Part 032 — Deployment Architecture and Runtime Operations

1. Why This Part Matters

An AI application is not production-ready because it runs locally.

Production requires:

API deployment;
model gateway;
retrieval service;
worker processes;
queues;
vector/search infrastructure;
databases;
object storage;
secret management;
observability;
model/provider routing;
rollout and rollback;
scaling;
incident response;
data governance;
cost control.

AI systems are operationally more complex than ordinary CRUD services because they depend on probabilistic and remote components.

A production deployment must handle:

model provider failures;
vector index rollout;
prompt version rollout;
tool version rollout;
agent workflow migration;
long-running task recovery;
eval gates;
high cost;
data privacy;
security boundaries;
human approvals.

The central invariant:

Deployment architecture must preserve the same safety, reliability, observability, and governance guarantees that the application design assumes.

2. Target Skill

After this part, you should be able to:

design service topology for Python AI applications;
separate API, model gateway, retrieval, ingestion, and worker responsibilities;
deploy RAG indexes safely with shadow/promote/rollback flows;
operate agent workers and long-running tasks;
use queues and checkpoints for durable execution;
configure health checks and readiness gates;
manage secrets and provider credentials;
design rollout/rollback for prompts, models, tools, and indexes;
scale API and worker components;
define SLOs, alerts, and runbooks;
operate AI systems under production constraints.

3. Reference Deployment Topology

This topology separates concerns.

Do not force every responsibility into one web process.

4. Service Responsibilities

Service	Responsibility
API service	user requests, auth context, response streaming
Model gateway	provider policy, routing, cost limits, tracing
Retrieval service	query planning, search, rerank, evidence package
Ingestion workers	parse, chunk, embed, index
Agent workers	long-running tasks, tools, approvals
Tool executor	authorization, side effects, audit
Checkpoint store	durable workflow state
Audit service/store	accountability records
Eval service/runner	offline/CI quality checks
Observability stack	traces, metrics, logs
Admin console	operations, review, incident tools

Small systems can combine some services.

But boundaries should remain clear in code.

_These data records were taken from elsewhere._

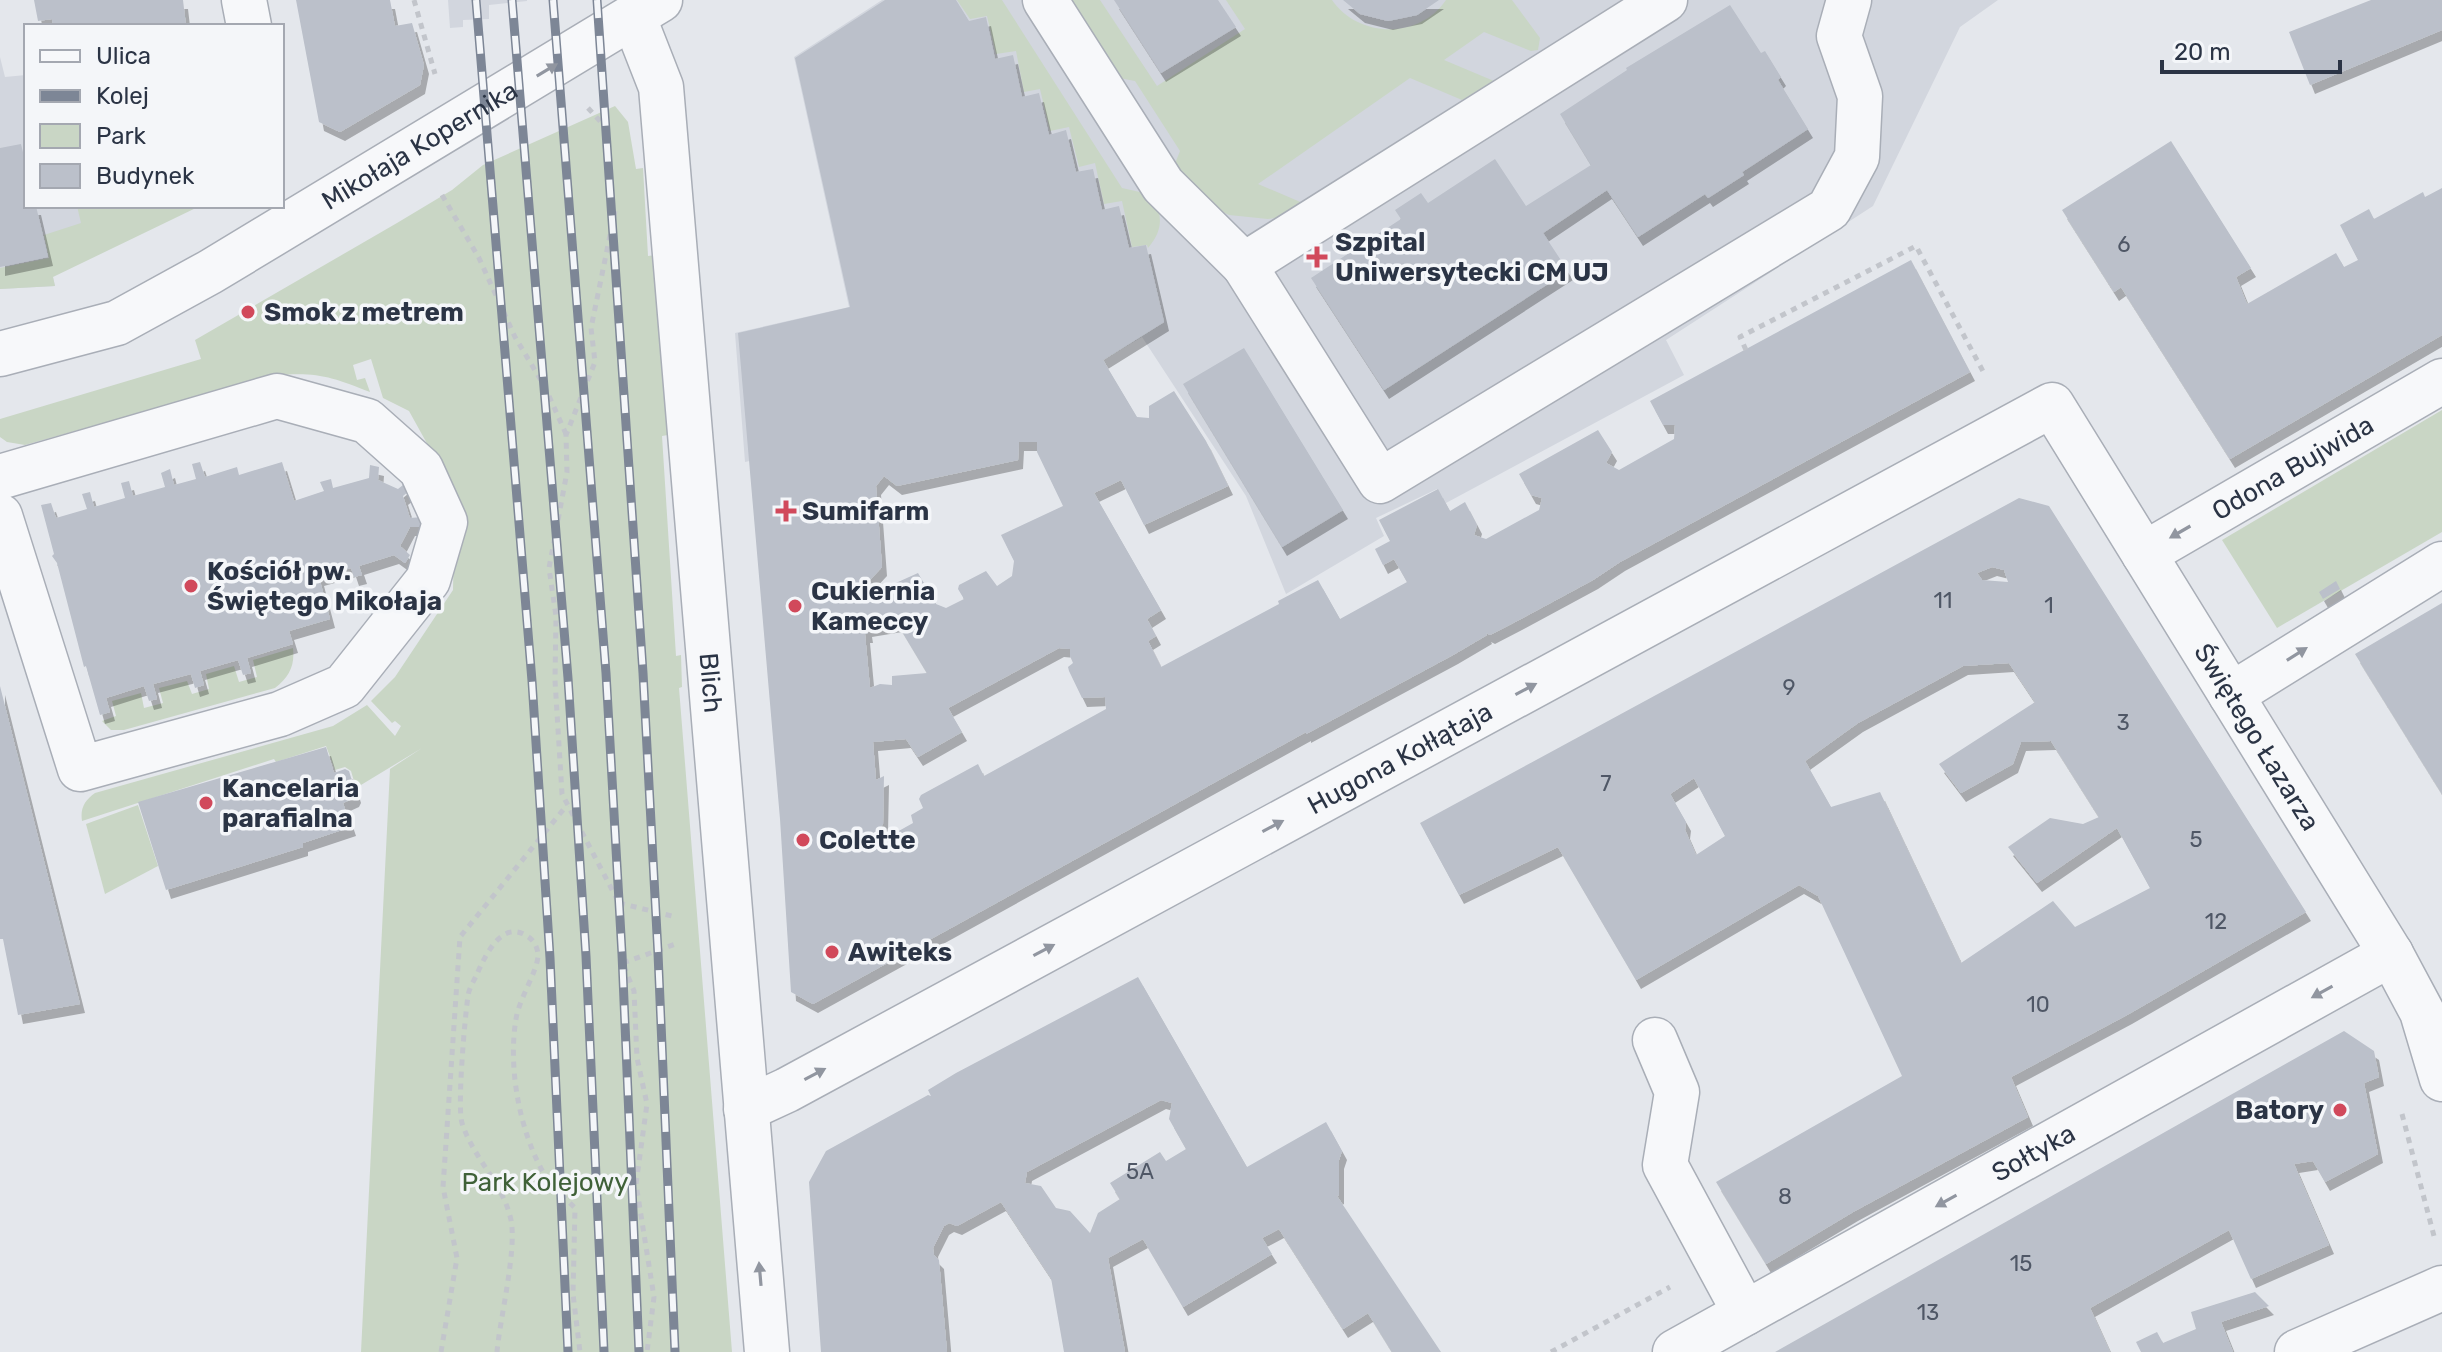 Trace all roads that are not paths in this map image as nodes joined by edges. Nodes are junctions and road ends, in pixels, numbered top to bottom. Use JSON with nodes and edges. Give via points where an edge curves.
{"nodes":[{"id":1,"x":244,"y":0,"type":"edge"},
{"id":2,"x":1045,"y":0,"type":"edge"},
{"id":3,"x":1665,"y":0,"type":"edge"},
{"id":4,"x":1849,"y":0,"type":"edge"},
{"id":5,"x":647,"y":9,"type":"edge"},
{"id":6,"x":249,"y":24,"type":"edge"},
{"id":7,"x":285,"y":214,"type":"edge"},
{"id":8,"x":1244,"y":265,"type":"junction"},
{"id":9,"x":0,"y":354,"type":"edge"},
{"id":10,"x":2442,"y":381,"type":"edge"},
{"id":11,"x":2052,"y":405,"type":"joint"},
{"id":12,"x":0,"y":477,"type":"edge"},
{"id":13,"x":0,"y":516,"type":"edge"},
{"id":14,"x":2144,"y":554,"type":"junction"},
{"id":15,"x":2442,"y":564,"type":"edge"},
{"id":16,"x":2231,"y":695,"type":"junction"},
{"id":17,"x":2391,"y":954,"type":"junction"},
{"id":18,"x":2432,"y":1010,"type":"edge"},
{"id":19,"x":1655,"y":1040,"type":"dead end"},
{"id":20,"x":2442,"y":1079,"type":"edge"},
{"id":21,"x":746,"y":1109,"type":"junction"},
{"id":22,"x":2440,"y":1270,"type":"edge"},
{"id":23,"x":1745,"y":1313,"type":"junction"},
{"id":24,"x":767,"y":1352,"type":"edge"},
{"id":25,"x":1675,"y":1352,"type":"edge"},
{"id":26,"x":2297,"y":1352,"type":"edge"}],
"edges":[{"from":1,"to":6,"type":"street"},
{"from":2,"to":8,"type":"street","via":[[1163,185]]},
{"from":3,"to":8,"type":"street"},
{"from":4,"to":8,"type":"street","via":[[1839,36],[1860,96],[1857,157],[1829,209],[1380,481]]},
{"from":7,"to":5,"type":"street","name":"Mikołaja Kopernika","one_way":true},
{"from":5,"to":21,"type":"street","name":"Blich","via":[[661,87]]},
{"from":7,"to":9,"type":"street","name":"Mikołaja Kopernika","via":[[210,272],[117,323]]},
{"from":10,"to":14,"type":"street","name":"Odona Bujwida","one_way":true},
{"from":11,"to":14,"type":"street","name":"Świętego Łazarza"},
{"from":21,"to":11,"type":"street","name":"Hugona Kołłątaja","one_way":true},
{"from":12,"to":13,"type":"street","via":[[277,396],[367,421],[421,469],[445,522],[428,580],[344,686],[280,714],[80,769]]},
{"from":14,"to":16,"type":"street","name":"Świętego Łazarza"},
{"from":16,"to":15,"type":"street","one_way":true},
{"from":16,"to":17,"type":"street","name":"Świętego Łazarza"},
{"from":17,"to":18,"type":"street","name":"Świętego Łazarza"},
{"from":17,"to":23,"type":"street","name":"Sołtyka","one_way":true},
{"from":18,"to":20,"type":"street","name":"Świętego Łazarza"},
{"from":19,"to":23,"type":"street","via":[[1677,1092],[1665,1165]]},
{"from":24,"to":21,"type":"street","name":"Blich","one_way":true},
{"from":22,"to":26,"type":"street"},
{"from":23,"to":25,"type":"street","name":"Sołtyka"}]}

5. Monolith vs Modular Services

5.1 Modular Monolith

Good starting point:

one deployable app
clear internal modules:
- api
- model_gateway
- retrieval
- ingestion
- tools
- workflows
- evals

Pros:

simpler operations;
fewer network calls;
easier development;
good for small teams.

Cons:

harder independent scaling;
larger blast radius;
background tasks need care.

5.2 Distributed Services

Use when:

ingestion load is heavy;
model gateway is shared;
retrieval needs independent scaling;
tools have strict security boundary;
agent workers need queues;
teams own different services.

Pros:

independent scaling;
clearer ownership;
stronger boundaries.

Cons:

distributed complexity;
more tracing needed;
more deployment coordination.

Start modular. Split when pressure appears.

6. Runtime Process Types

A production Python AI app often has multiple process types.

web:
  FastAPI / ASGI server

worker:
  queue consumer for long-running tasks

ingestion-worker:
  document parsing, chunking, embedding, indexing

scheduler:
  periodic jobs, re-index, cleanup

eval-runner:
  offline evals / CI evals

admin:
  management console or CLI

Each process type has different scaling and failure behavior.

7. API Runtime

API service should handle:

auth;
request validation;
lightweight orchestration;
streaming responses;
short RAG requests;
task creation for long-running work;
retrieving task status;
user feedback;
trace correlation.

Avoid putting heavy ingestion or long-running agent loops inside request handlers.

For long tasks:

POST /case-review -> returns task_id
GET /case-review/{task_id} -> status/result

This avoids HTTP timeout and improves reliability.

8. Worker Runtime

Workers handle:

long-running agent workflows;
retryable tool operations;
batch summarization;
human approval resumes;
scheduled tasks;
ingestion tasks;
eval tasks.

Worker requirements:

idempotent processing;
checkpointing;
graceful shutdown;
concurrency limits;
queue visibility timeout;
dead-letter handling;
trace propagation.

Worker should checkpoint after each important node.

9. Model Gateway

The model gateway centralizes model usage.

Responsibilities:

provider allowlist;
model allowlist;
data classification policy;
routing;
fallback;
timeout;
retry;
token/cost tracking;
prompt version tracing;
structured output enforcement;
redaction;
audit.

Do not scatter direct provider calls across code.

10. Retrieval Service

Retrieval service owns:

query normalization;
query planning;
security filters;
index selection;
lexical/vector/hybrid search;
reranking;
context candidate packaging;
retrieval trace.

It should not own final answer generation unless you intentionally combine.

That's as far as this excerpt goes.